## Exercise objective
Examine the material below. Gather every line in which the string "Araújo" appears.
======
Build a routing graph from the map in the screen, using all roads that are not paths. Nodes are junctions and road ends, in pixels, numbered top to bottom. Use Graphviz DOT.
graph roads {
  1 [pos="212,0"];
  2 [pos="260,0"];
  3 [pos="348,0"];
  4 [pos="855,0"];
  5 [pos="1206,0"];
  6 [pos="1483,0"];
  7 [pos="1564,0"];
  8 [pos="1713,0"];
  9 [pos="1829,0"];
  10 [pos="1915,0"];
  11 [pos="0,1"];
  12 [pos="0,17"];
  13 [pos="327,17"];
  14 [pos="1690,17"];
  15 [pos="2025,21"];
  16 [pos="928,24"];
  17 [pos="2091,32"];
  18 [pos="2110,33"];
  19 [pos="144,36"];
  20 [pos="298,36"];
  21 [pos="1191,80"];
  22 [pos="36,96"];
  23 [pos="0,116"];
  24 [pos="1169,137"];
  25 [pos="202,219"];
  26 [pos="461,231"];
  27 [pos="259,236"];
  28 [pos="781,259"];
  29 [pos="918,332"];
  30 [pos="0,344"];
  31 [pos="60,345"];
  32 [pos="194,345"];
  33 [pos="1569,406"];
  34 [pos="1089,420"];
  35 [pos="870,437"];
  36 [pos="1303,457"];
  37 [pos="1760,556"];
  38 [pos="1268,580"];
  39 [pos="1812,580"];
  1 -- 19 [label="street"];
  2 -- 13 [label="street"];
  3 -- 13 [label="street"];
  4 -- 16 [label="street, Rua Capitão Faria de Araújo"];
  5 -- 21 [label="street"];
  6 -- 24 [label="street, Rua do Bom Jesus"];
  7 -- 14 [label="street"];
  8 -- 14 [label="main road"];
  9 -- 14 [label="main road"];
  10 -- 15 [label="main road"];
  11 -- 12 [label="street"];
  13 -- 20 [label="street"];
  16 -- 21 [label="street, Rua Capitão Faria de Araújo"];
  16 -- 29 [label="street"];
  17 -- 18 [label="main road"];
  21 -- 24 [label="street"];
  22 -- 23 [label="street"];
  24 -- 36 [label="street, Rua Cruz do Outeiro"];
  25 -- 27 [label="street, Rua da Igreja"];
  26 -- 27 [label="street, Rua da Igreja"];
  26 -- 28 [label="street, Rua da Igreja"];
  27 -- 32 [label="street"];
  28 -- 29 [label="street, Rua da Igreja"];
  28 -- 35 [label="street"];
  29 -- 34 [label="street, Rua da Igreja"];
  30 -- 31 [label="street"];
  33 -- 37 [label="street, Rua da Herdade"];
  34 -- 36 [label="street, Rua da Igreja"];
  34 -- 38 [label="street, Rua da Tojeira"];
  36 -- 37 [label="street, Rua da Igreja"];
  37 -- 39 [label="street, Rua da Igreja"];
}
======
## Reply to the exercise
  4 -- 16 [label="street, Rua Capitão Faria de Araújo"];
  16 -- 21 [label="street, Rua Capitão Faria de Araújo"];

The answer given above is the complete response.